Transposable elements (TEs) can be activated under different stressful conditions, such as interspecific hybridization. This leads to higher transposition rates of some TEs, which have been reported both in animals and plants. Previous studies in our group showed mobilization of 28 different TEs in D. buzzatii-D. koepferae hybrids, as well as an increased transcription rate of the retrotransposon Osvaldo in male germline.

The mechanisms allowing TE deregulation, however, remain so far unknown. Two explanatory hypotheses are advanced: the hypothesis of piRNA gene pathway failure, by which TE activation is due to the divergence of the effector proteins between parental species; and the maternal cytotype failure hypothesis, due to differences between parental species' piRNA pools. Under the first hypothesis, a generalized derepression of TEs is expected; whereas only some particular TEs are expected to be deregulated under the second hypothesis. The aim of this study is to evaluate the effects of hybridization on the expression of whole genome TEs, and identify their possible causes. We have performed mRNAs sequencing in ovaries, notorious for playing a major role in the piRNA pathway, of both parental species as well as of F1 and backcrossed hybrids. We have also sequenced the transcriptome of D. buzzatii (male parental species) and F1 hybrid testes. Moreover, in order to detect changes in TE expression regulation, we have performed piRNA sequencing of the same samples.

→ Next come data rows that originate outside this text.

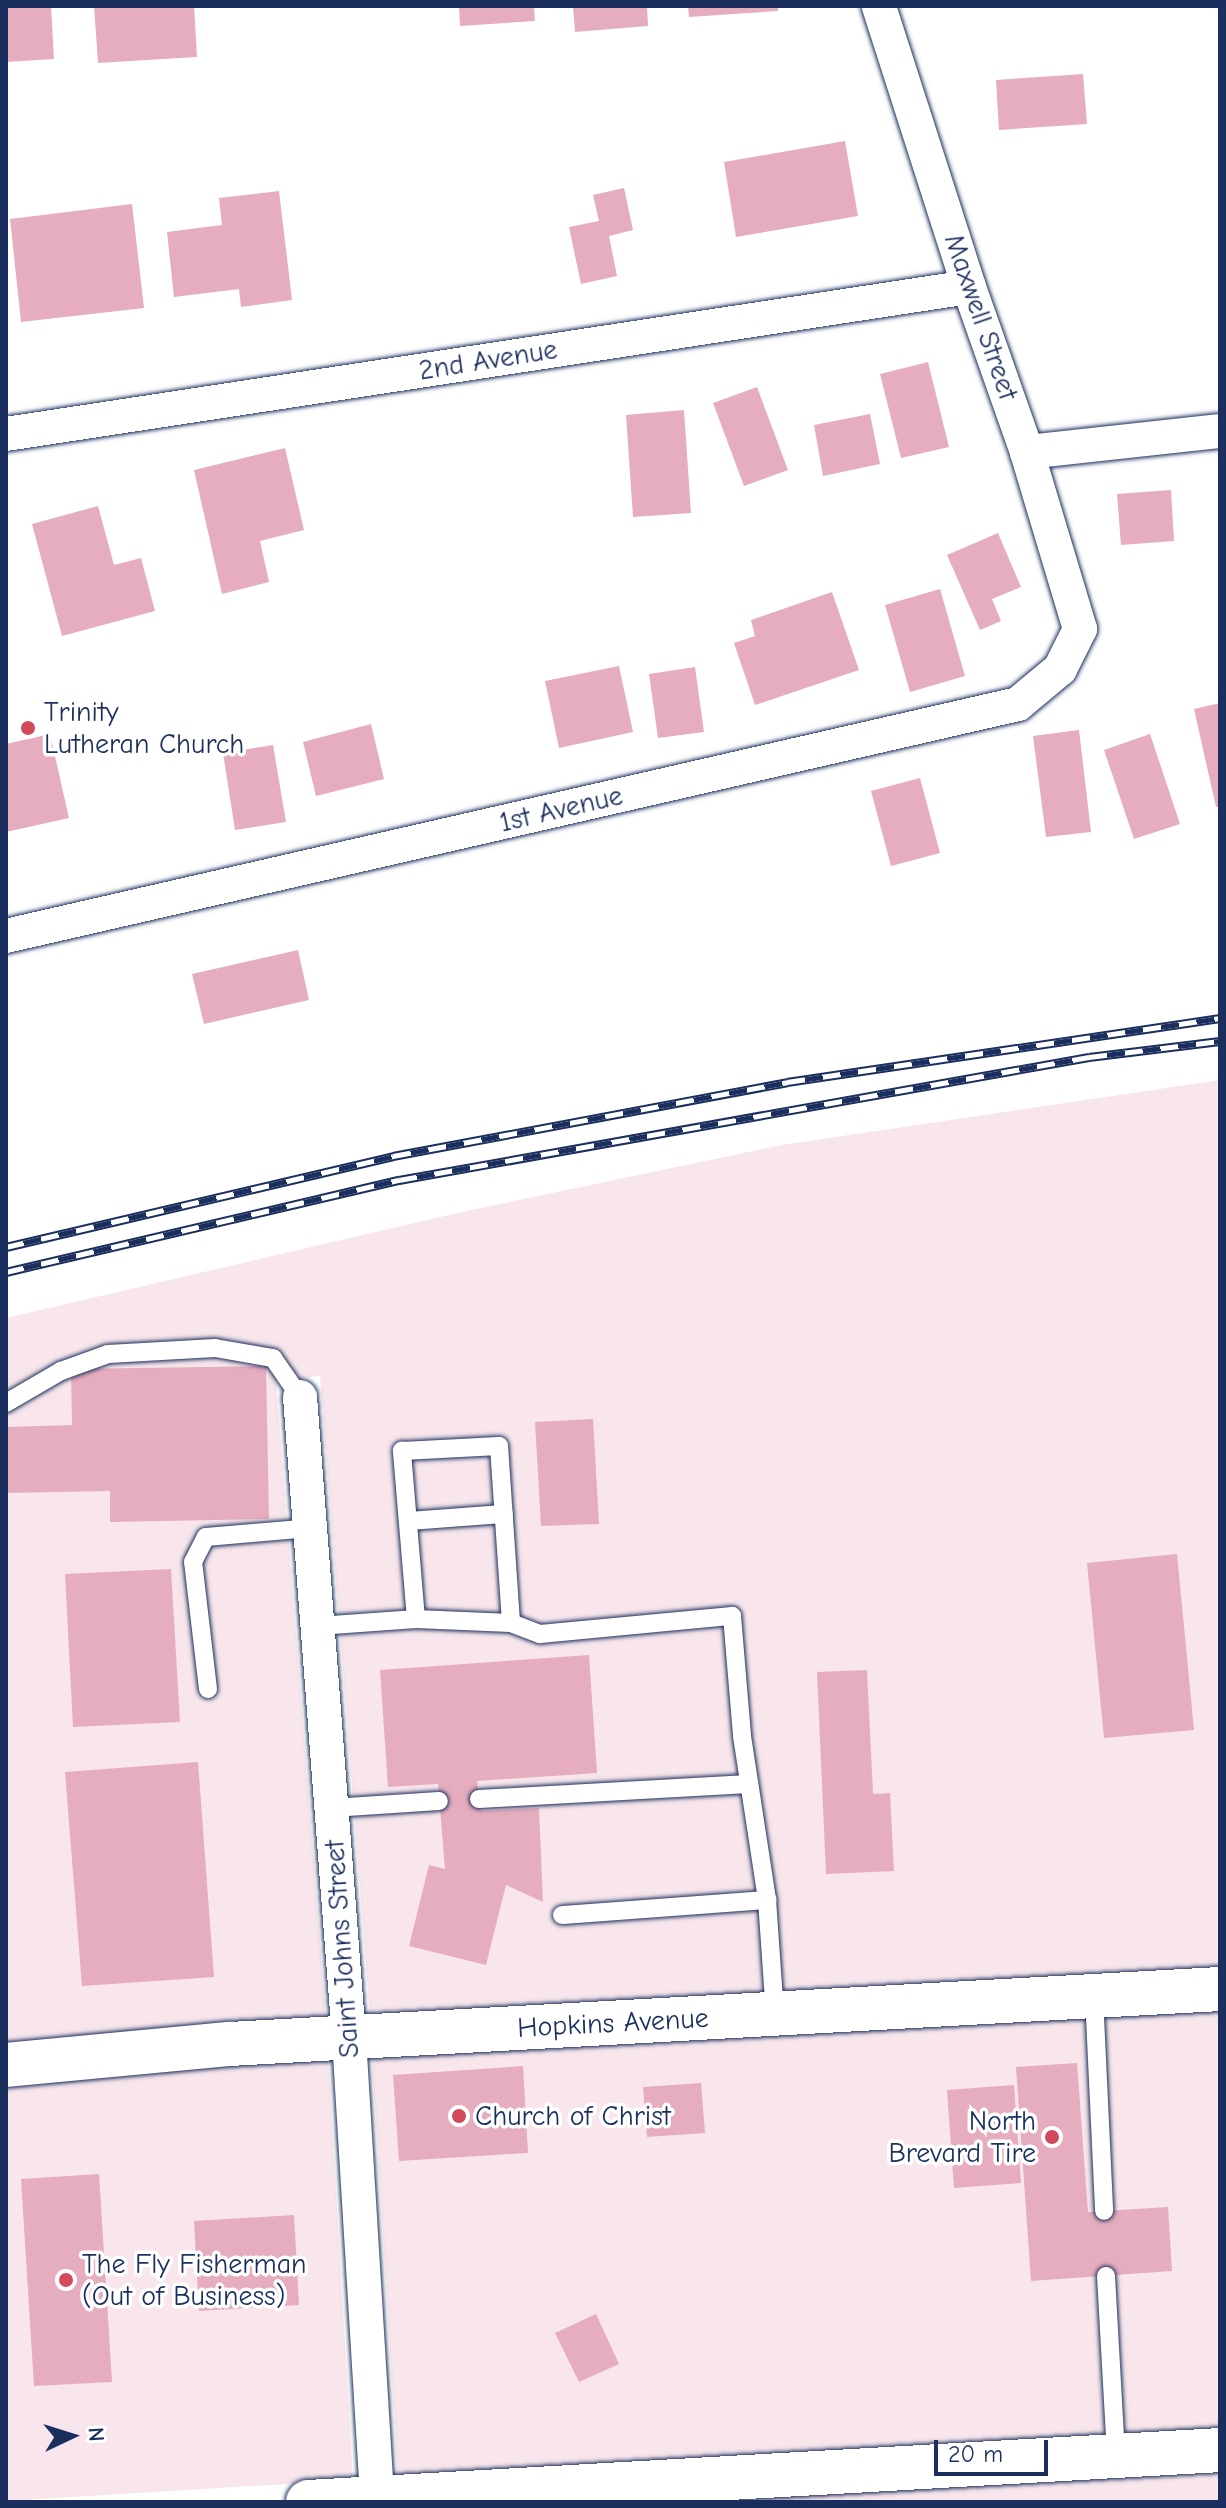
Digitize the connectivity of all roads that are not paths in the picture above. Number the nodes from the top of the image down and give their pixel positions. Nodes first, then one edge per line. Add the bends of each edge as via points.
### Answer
1 (879, 6) edge
2 (969, 287) junction
3 (1220, 431) edge
4 (6, 434) edge
5 (1027, 452) junction
6 (1080, 629) joint
7 (6, 936) edge
8 (300, 1397) joint
9 (6, 1403) edge
10 (504, 1514) junction
11 (408, 1521) junction
12 (310, 1528) junction
13 (416, 1619) junction
14 (511, 1623) junction
15 (318, 1626) junction
16 (208, 1689) dead end
17 (749, 1784) junction
18 (479, 1799) dead end
19 (439, 1801) dead end
20 (332, 1808) junction
21 (767, 1900) junction
22 (562, 1915) dead end
23 (1220, 1989) edge
24 (1094, 1996) junction
25 (775, 2014) junction
26 (349, 2038) junction
27 (6, 2065) edge
28 (1104, 2211) dead end
29 (1106, 2276) dead end
30 (1220, 2450) edge
31 (1116, 2456) junction
32 (377, 2500) edge
33 (308, 2502) edge

1 - 2 street, Maxwell Street
2 - 4 street, 2nd Avenue
2 - 5 street, Maxwell Street
3 - 5 street
5 - 6 street, Maxwell Street
6 - 7 street, 1st Avenue via 1060,669 1018,704
8 - 9 lane via 273,1358 215,1348 108,1354 61,1371
8 - 12 street, Saint Johns Street
10 - 11 lane
10 - 11 lane via 499,1446 402,1451
10 - 14 lane
11 - 13 lane
12 - 15 street, Saint Johns Street
12 - 16 lane via 206,1537 193,1562
13 - 14 lane
13 - 15 lane
14 - 17 lane via 540,1634 732,1616
15 - 20 street, Saint Johns Street
17 - 18 lane
17 - 21 lane
19 - 20 lane
20 - 26 street, Saint Johns Street
21 - 22 lane
21 - 25 lane
23 - 24 main road, Hopkins Avenue
24 - 25 main road, Hopkins Avenue
24 - 28 lane
25 - 26 main road, Hopkins Avenue
26 - 27 main road, Hopkins Avenue
26 - 32 street, Saint Johns Street
29 - 31 lane
30 - 31 main road
31 - 32 main road
32 - 33 main road

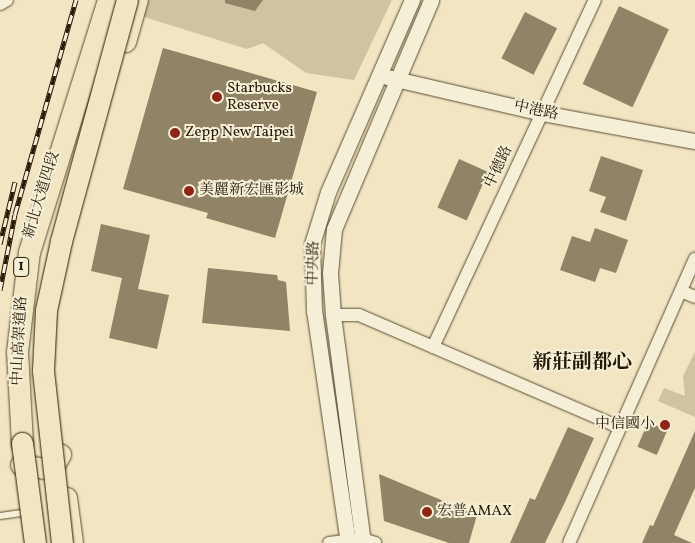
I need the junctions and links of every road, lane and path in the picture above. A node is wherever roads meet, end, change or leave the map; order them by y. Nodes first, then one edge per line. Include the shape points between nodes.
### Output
1 (7, 0) edge
2 (101, 0) edge
3 (108, 0) edge
4 (120, 0) edge
5 (127, 0) edge
6 (138, 0) edge
7 (412, 0) edge
8 (430, 0) edge
9 (595, 0) edge
10 (0, 4) edge
11 (378, 74) junction
12 (395, 78) junction
13 (542, 113) junction
14 (695, 141) edge
15 (695, 259) edge
16 (681, 291) junction
17 (695, 296) edge
18 (332, 315) junction
19 (433, 347) junction
20 (619, 427) junction
21 (60, 455) junction
22 (21, 464) junction
23 (28, 512) junction
24 (0, 516) edge
25 (359, 542) edge
26 (31, 543) edge
27 (35, 543) edge
28 (49, 543) edge
29 (62, 543) edge
30 (73, 543) edge
31 (329, 543) edge
32 (569, 543) edge

1 - 10 street
2 - 22 main road, 新北大道四段 / 1 via 18,279 10,366
3 - 27 highway, 中山高架道路 / 1, bridge via 30,252 20,305 18,396
4 - 28 highway via 39,271 30,349 33,413
5 - 29 highway, 中山高架道路 / 1, bridge via 61,241 46,310 43,370
6 - 21 main road via 68,245 56,301 51,378
7 - 11 street, 中央路
8 - 12 street, 中央路
9 - 13 street, 中德路
11 - 12 street, 中港路
11 - 25 street, 中央路 via 328,192 312,244 314,311
12 - 13 street, 中港路
12 - 18 street, 中央路 via 334,229 330,272
13 - 14 street, 中港路
13 - 19 street, 中德路
15 - 16 street
16 - 17 street
16 - 20 street
18 - 19 street via 359,315
18 - 25 street, 中央路
19 - 20 street
20 - 32 street
21 - 22 main road via 55,465 46,469
21 - 30 main road
22 - 23 main road, 新北大道四段 / 1
23 - 24 lane
23 - 26 main road, 新北大道四段 / 1
25 - 31 street

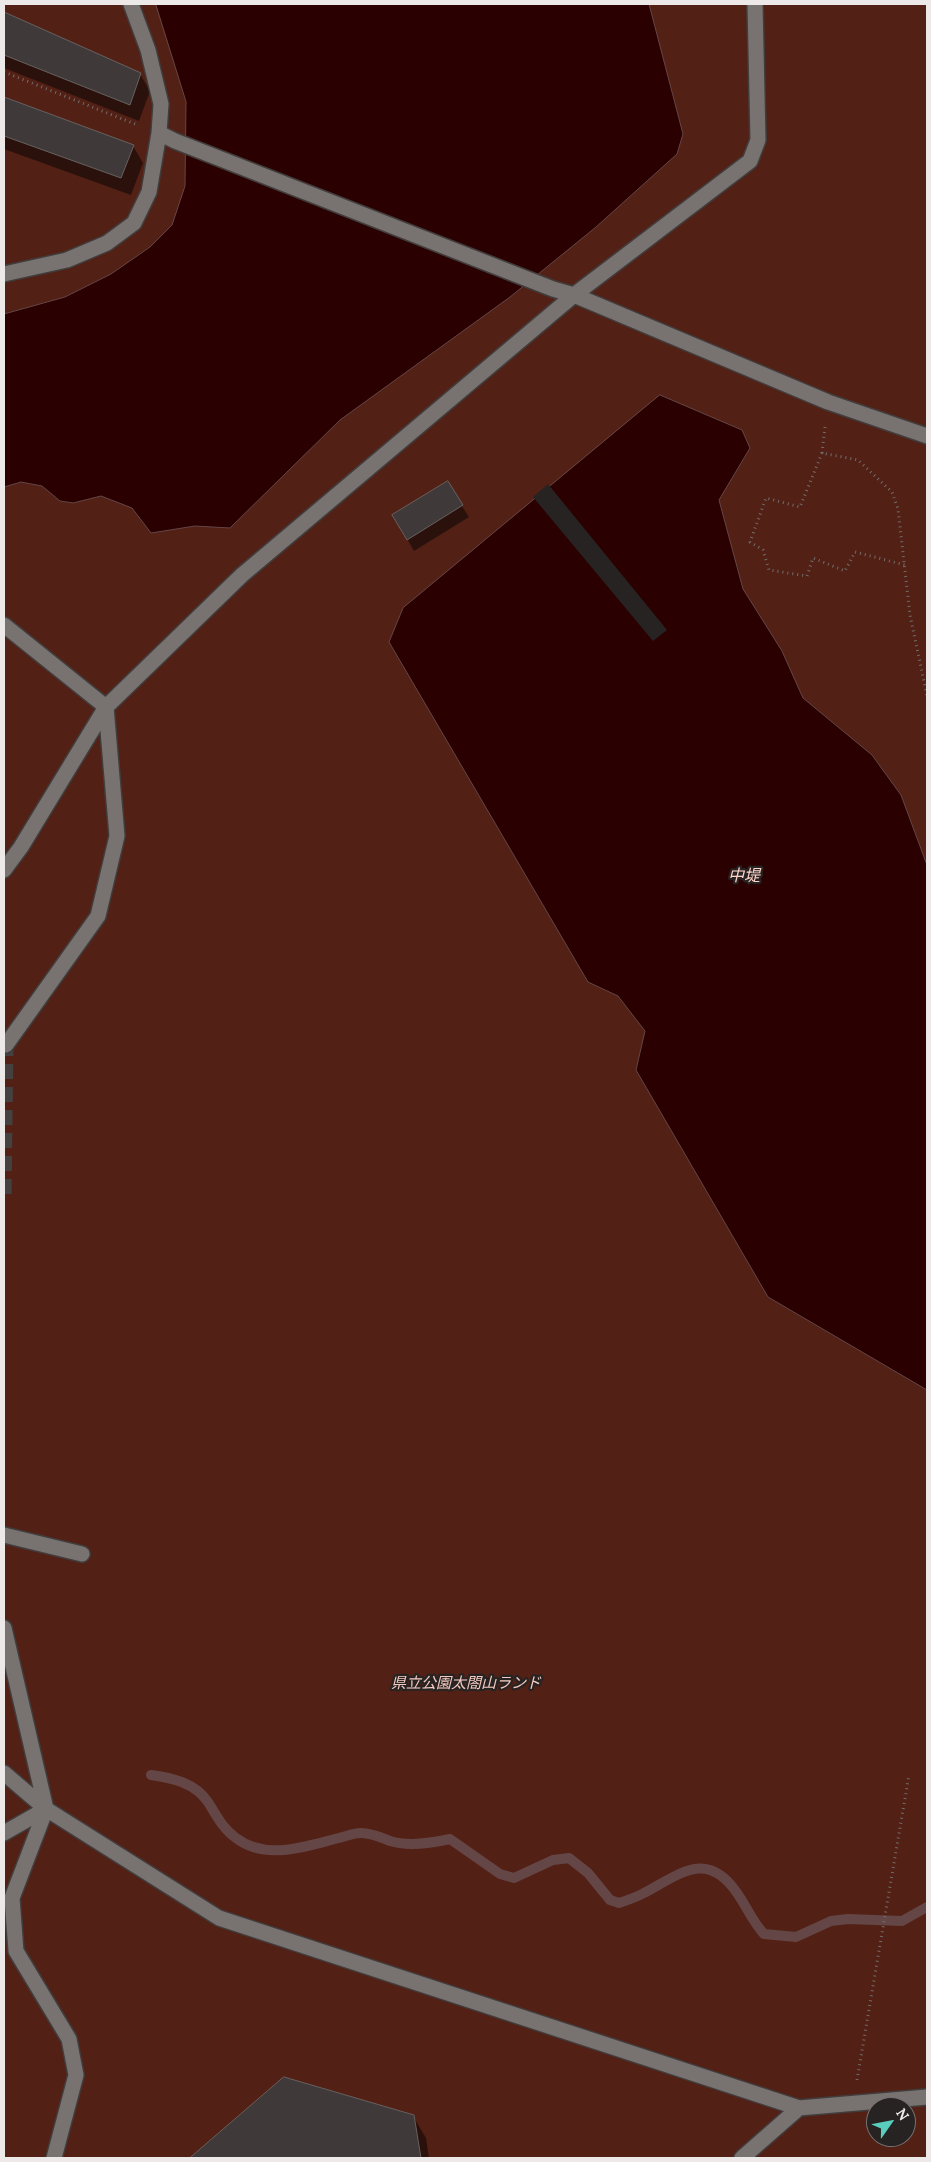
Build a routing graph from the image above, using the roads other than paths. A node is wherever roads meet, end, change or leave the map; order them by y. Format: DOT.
graph roads {
  1 [pos="132,4"];
  2 [pos="755,4"];
  3 [pos="159,133"];
  4 [pos="4,274"];
  5 [pos="574,295"];
  6 [pos="927,436"];
  7 [pos="4,625"];
  8 [pos="106,707"];
  9 [pos="4,870"];
  10 [pos="6,1045"];
  11 [pos="4,1535"];
  12 [pos="82,1554"];
  13 [pos="4,1628"];
  14 [pos="4,1773"];
  15 [pos="46,1809"];
  16 [pos="4,1833"];
  17 [pos="927,2097"];
  18 [pos="799,2108"];
  19 [pos="54,2158"];
  20 [pos="742,2158"];
  1 -- 3 [label="street"];
  2 -- 5 [label="street"];
  3 -- 4 [label="street"];
  3 -- 5 [label="street"];
  5 -- 6 [label="street"];
  5 -- 8 [label="street"];
  7 -- 8 [label="street"];
  8 -- 9 [label="street"];
  8 -- 10 [label="street"];
  11 -- 12 [label="street"];
  13 -- 15 [label="street"];
  14 -- 15 [label="street"];
  15 -- 16 [label="street"];
  15 -- 18 [label="street"];
  15 -- 19 [label="street"];
  17 -- 18 [label="street"];
  18 -- 20 [label="street"];
}
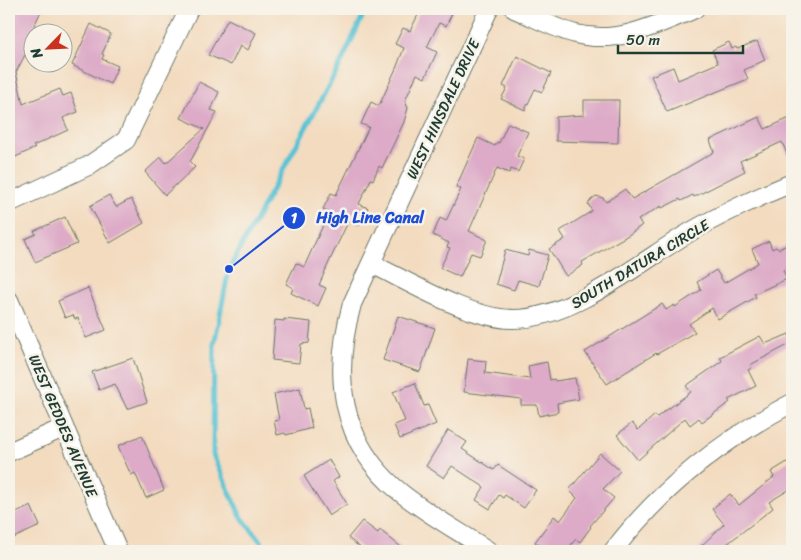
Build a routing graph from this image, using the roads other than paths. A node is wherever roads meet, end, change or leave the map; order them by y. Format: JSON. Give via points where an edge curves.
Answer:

We find modification of TE expression patterns in hybrids compared to parental species, which is not the case for piRNA expression patterns. Up to the 10% of the studied TEs are significantly deregulated compared to parental species, but this is not always associated with a decrease of piRNA levels. Furthermore, we also find unexpected cases in which TE expression is lower in hybrids than in both parental species. Thus, our results point to a complex TE deregulation pattern, involving not only factors mentioned in the above described hypotheses, but also the host genome defences to counteract the TE deregulation.